‘Of course not—’
‘I thought,’ she said diffidently, ‘that you might think you’d been very unlucky’. ‘No. No—’
She gave a little laugh.
‘I did wonder if I’d been unlucky’.
He stopped mopping his face and looked at her.
‘Don’t you want a baby?’
She stared down at the tabletop.
‘I don’t know. I think I do. I think I want – your baby. But it wasn’t what I planned’.
He said, a little more sharply, ‘Does it upset your plans?’
She looked up.
‘Well, it upsets those ones. But those aren’t the only ones’.
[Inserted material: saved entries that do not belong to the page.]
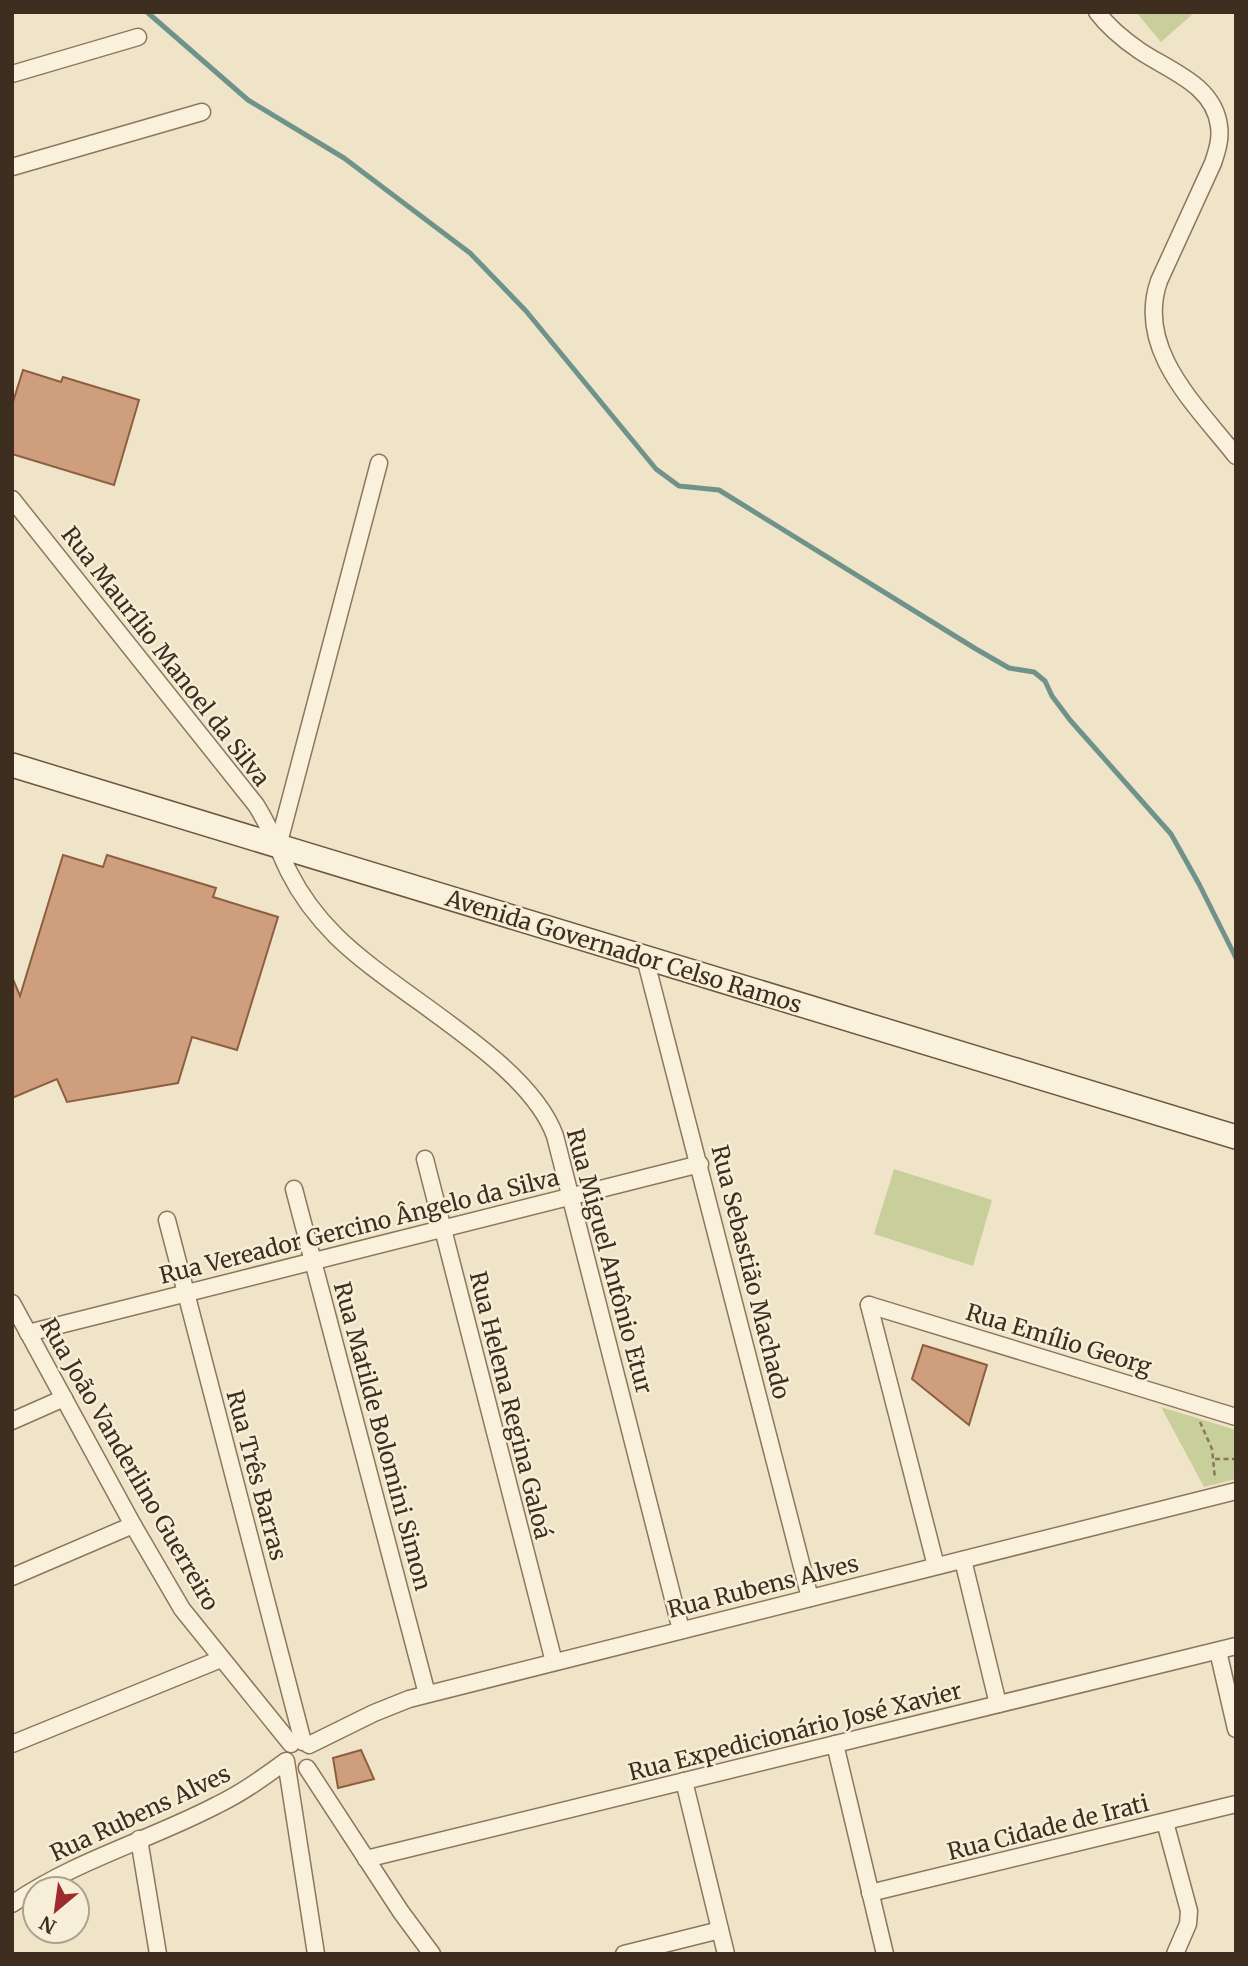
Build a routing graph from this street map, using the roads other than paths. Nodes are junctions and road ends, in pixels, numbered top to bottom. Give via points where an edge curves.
1 (1097, 12) edge
2 (138, 37) dead end
3 (12, 74) edge
4 (202, 112) dead end
5 (12, 167) edge
6 (1236, 456) edge
7 (379, 463) dead end
8 (12, 499) edge
9 (12, 765) edge
10 (278, 846) junction
11 (645, 958) junction
12 (1236, 1137) edge
13 (425, 1159) dead end
14 (700, 1164) junction
15 (294, 1189) dead end
16 (570, 1196) junction
17 (167, 1220) dead end
18 (442, 1228) junction
19 (313, 1261) junction
20 (186, 1293) junction
21 (12, 1303) edge
22 (29, 1333) junction
23 (64, 1398) junction
24 (1236, 1418) edge
25 (12, 1421) edge
26 (1236, 1491) edge
27 (133, 1525) junction
28 (963, 1560) junction
29 (936, 1566) junction
30 (12, 1577) edge
31 (810, 1598) junction
32 (681, 1630) junction
33 (1236, 1646) edge
34 (1218, 1651) junction
35 (221, 1659) junction
36 (554, 1662) junction
37 (427, 1694) junction
38 (998, 1704) junction
39 (1236, 1729) edge
40 (12, 1744) edge
41 (301, 1744) junction
42 (835, 1744) junction
43 (286, 1761) junction
44 (307, 1768) junction
45 (684, 1781) junction
46 (1236, 1804) edge
47 (1165, 1822) junction
48 (139, 1839) junction
49 (366, 1859) junction
50 (870, 1893) junction
51 (12, 1904) edge
52 (720, 1930) junction
53 (158, 1954) edge
54 (316, 1954) edge
55 (432, 1954) edge
56 (624, 1954) edge
57 (726, 1954) edge
58 (885, 1954) edge
59 (1175, 1954) edge

1 - 6 street via 1124,40 1195,85 1216,112 1220,128 1213,163 1159,281 1153,314 1166,364
2 - 3 street
4 - 5 street
7 - 10 street
8 - 10 street, Rua Maurílio Manoel da Silva via 256,805
9 - 10 main road, Avenida Governador Celso Ramos
10 - 11 main road, Avenida Governador Celso Ramos
10 - 16 street, Rua Miguel Antônio Etur via 301,893 337,937 471,1041 538,1104 555,1136
11 - 12 main road, Avenida Governador Celso Ramos
11 - 14 street, Rua Sebastião Machado
13 - 18 street, Rua Helena Regina Galoá
14 - 16 street, Rua Vereador Gercino Ângelo da Silva
14 - 31 street, Rua Sebastião Machado
15 - 19 street, Rua Matilde Bolomini Simon
16 - 18 street, Rua Vereador Gercino Ângelo da Silva
16 - 32 street, Rua Miguel Antônio Etur
17 - 20 street, Rua Três Barras
18 - 19 street, Rua Vereador Gercino Ângelo da Silva
18 - 36 street, Rua Helena Regina Galoá
19 - 20 street, Rua Vereador Gercino Ângelo da Silva
19 - 37 street, Rua Matilde Bolomini Simon
20 - 22 street, Rua Vereador Gercino Ângelo da Silva
20 - 41 street, Rua Três Barras
21 - 22 street, Rua João Vanderlino Guerreiro
22 - 23 street, Rua João Vanderlino Guerreiro
23 - 25 street
23 - 27 street, Rua João Vanderlino Guerreiro
24 - 29 street, Rua Emílio Georg via 869,1305
26 - 28 street, Rua Rubens Alves
27 - 30 street
27 - 35 street, Rua João Vanderlino Guerreiro via 183,1609
28 - 29 street, Rua Rubens Alves
28 - 38 street
29 - 31 street, Rua Rubens Alves
31 - 32 street, Rua Rubens Alves
32 - 36 street, Rua Rubens Alves
33 - 34 street, Rua Expedicionário José Xavier
34 - 38 street, Rua Expedicionário José Xavier
34 - 39 street
35 - 40 street
35 - 41 street, Rua João Vanderlino Guerreiro
36 - 37 street, Rua Rubens Alves
37 - 41 street, Rua Rubens Alves
38 - 42 street, Rua Expedicionário José Xavier
41 - 43 street via 285,1752
41 - 44 street via 314,1757
42 - 45 street, Rua Expedicionário José Xavier
42 - 50 street
43 - 44 street via 295,1770
43 - 48 street, Rua Rubens Alves via 216,1806
43 - 54 street
44 - 49 street
45 - 49 street, Rua Expedicionário José Xavier
45 - 52 street
46 - 47 street, Rua Cidade de Irati
47 - 50 street, Rua Cidade de Irati
47 - 59 street via 1189,1911
48 - 51 street, Rua Rubens Alves via 50,1880
48 - 53 street
49 - 55 street
50 - 58 street
52 - 56 street
52 - 57 street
‘Aren’t you pleased?’ She hesitated.
He said, more insistently, ‘Aren’t you pleased, that you can be pregnant?’ ‘Yes, I suppose—’
‘I think,’ Matthew said, leaning forward, sniffing, ‘I think it’s wonderful to get pregnant. I think it’s amazing to make a baby’.
She said, ‘It wasn’t very wonderful alone in the bathroom looking at that little blue line’.
‘No’.
‘And it still isn’t very wonderful not knowing what will happen. Not – knowing how you feel’. Matthew pointed to his face. ‘Look at me’.
‘Matt—’
He said quickly, ‘Don’t hurry me, Ruth, don’t push, don’t want answers now this minute’. ‘OK,’ she said reluctantly.
Matthew blew his nose into a clump of napkins.
‘It’s just knocked me out. This news’.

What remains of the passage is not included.